Whatever comes out of Paris is being denied in the West Bank...

...this BBC article gives a pretty good unbiased picture.

Looks like we'll know more around 15:00 GMT today, as a press conference is scheduled.

Ad


----------



## Legacy 32701 (Nov 4, 2004)

adaytay said:
			
		

> Whatever comes out of Paris is being denied in the West Bank...



Seems like a reasonable approach (at least it's not a new one).


----------



## Cbrine (Nov 4, 2004)

My questions is what exactly would the status of your health need to be, to be improved by being in a coma?

On a more sober note, any thoughts on the turmoil that Arafat's death would have on West Bank and extermist groups?  I don't think it's going to be better place anytime soon.  Hard to believe that Arafat's a stabilizing influence for the West Bank.


----------



## The Tamer (Nov 4, 2004)

Perhaps, if the reporter is not a fan of Yasser, a slip into a coma _is_ an improvement!


----------



## just_jon (Nov 4, 2004)

I *still* think Arafat and Ringo Starr are the same person. You've never seen them in the same room together, have you?


----------



## Cbrine (Nov 5, 2004)




----------



## Smitty (Nov 6, 2004)

> Hard to believe that Arafat's a stabilizing influence for the West Bank.

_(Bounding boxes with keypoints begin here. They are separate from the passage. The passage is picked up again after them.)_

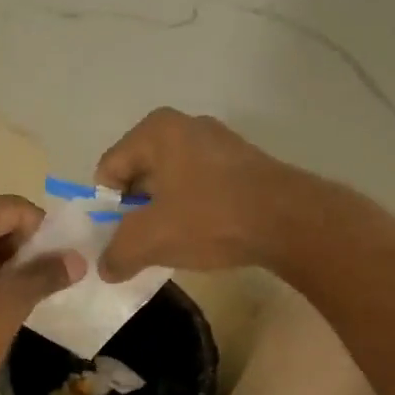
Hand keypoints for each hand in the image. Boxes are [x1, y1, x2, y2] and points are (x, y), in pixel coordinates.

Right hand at [95, 109, 307, 281]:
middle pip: (141, 174)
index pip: (109, 168)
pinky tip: (204, 236)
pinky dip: (194, 211)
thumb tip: (105, 268)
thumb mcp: (151, 240)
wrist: (289, 221)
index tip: (116, 239)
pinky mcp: (244, 164)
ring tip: (174, 244)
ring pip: (172, 183)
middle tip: (142, 244)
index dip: (106, 208)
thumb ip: (118, 253)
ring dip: (165, 213)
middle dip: (136, 211)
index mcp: (156, 130)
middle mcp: (186, 126)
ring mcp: (220, 143)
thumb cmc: (210, 218)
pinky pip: (202, 187)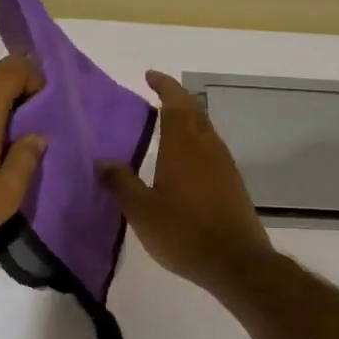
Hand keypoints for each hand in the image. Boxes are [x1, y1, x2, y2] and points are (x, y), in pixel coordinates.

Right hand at [100, 71, 273, 292]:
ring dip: (188, 120)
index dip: (164, 86)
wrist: (235, 262)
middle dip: (176, 98)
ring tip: (167, 124)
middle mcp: (207, 147)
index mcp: (184, 146)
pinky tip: (184, 160)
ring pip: (205, 130)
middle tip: (157, 95)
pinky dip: (196, 142)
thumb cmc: (183, 232)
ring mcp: (224, 165)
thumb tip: (103, 161)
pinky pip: (211, 150)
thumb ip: (121, 182)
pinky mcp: (233, 183)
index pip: (176, 103)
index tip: (150, 76)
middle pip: (194, 112)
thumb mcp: (141, 210)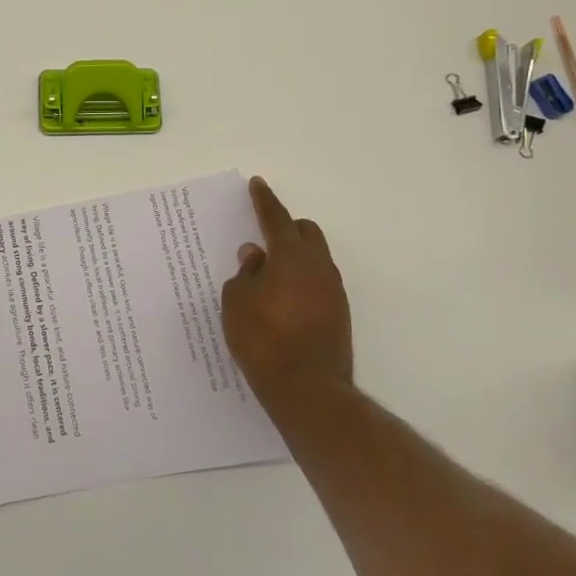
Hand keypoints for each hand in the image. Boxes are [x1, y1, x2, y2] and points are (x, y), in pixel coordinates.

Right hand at [223, 177, 353, 400]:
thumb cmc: (263, 339)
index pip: (276, 218)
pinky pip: (318, 284)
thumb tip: (256, 257)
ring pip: (315, 259)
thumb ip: (245, 273)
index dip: (264, 200)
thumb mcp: (237, 301)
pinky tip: (282, 300)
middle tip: (262, 238)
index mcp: (291, 256)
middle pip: (306, 232)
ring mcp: (333, 293)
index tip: (258, 184)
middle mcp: (318, 267)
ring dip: (294, 258)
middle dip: (285, 228)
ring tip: (269, 275)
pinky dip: (301, 282)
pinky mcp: (339, 316)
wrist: (308, 391)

Hmmmm....I should know better than to stick my head into this one, but what's better than a dead terrorist?  A dead terrorist in France...

Let's hope that calm minds and emotions will prevail.

Take care y'all

Smitty


----------



## Legacy 32701 (Nov 7, 2004)

Terrorist? Do you mean like Menachem Begin before Israel existed?


----------



## Cbrine (Nov 8, 2004)

pennysaver said:
			
		

> > Hard to believe that Arafat's a stabilizing influence for the West Bank.
> 
> 
> Hmmmm....I should know better than to stick my head into this one, but what's better than a dead terrorist?  A dead terrorist in France...
> ...



Don't get me wrong Smitty, I agree with you.  I believe he's one of the largest terrorists alive.  I just think that the Hamas is going to go wild, with no one holding the leash.


----------



## Smitty (Nov 10, 2004)

> Don't get me wrong Smitty, I agree with you. I believe he's one of the largest terrorists alive. I just think that the Hamas is going to go wild, with no one holding the leash.


I guess we'll see what happens in the next few days...

Smitty


----------



## adaytay (Nov 11, 2004)

Well, the inevitable has happened, he passed away during the early hours of 11th Nov.

Lets hope that his dream is realised - and that a compromise can be reached in his honour.

Ad


----------



## -sam (Nov 11, 2004)

Cbrine said:
			
		

> Don't get me wrong Smitty, I agree with you.  I believe he's one of the largest terrorists alive.  I just think that the Hamas is going to go wild, with no one holding the leash.



When did Arafat ever "hold the leash" of Hamas?

-sam


----------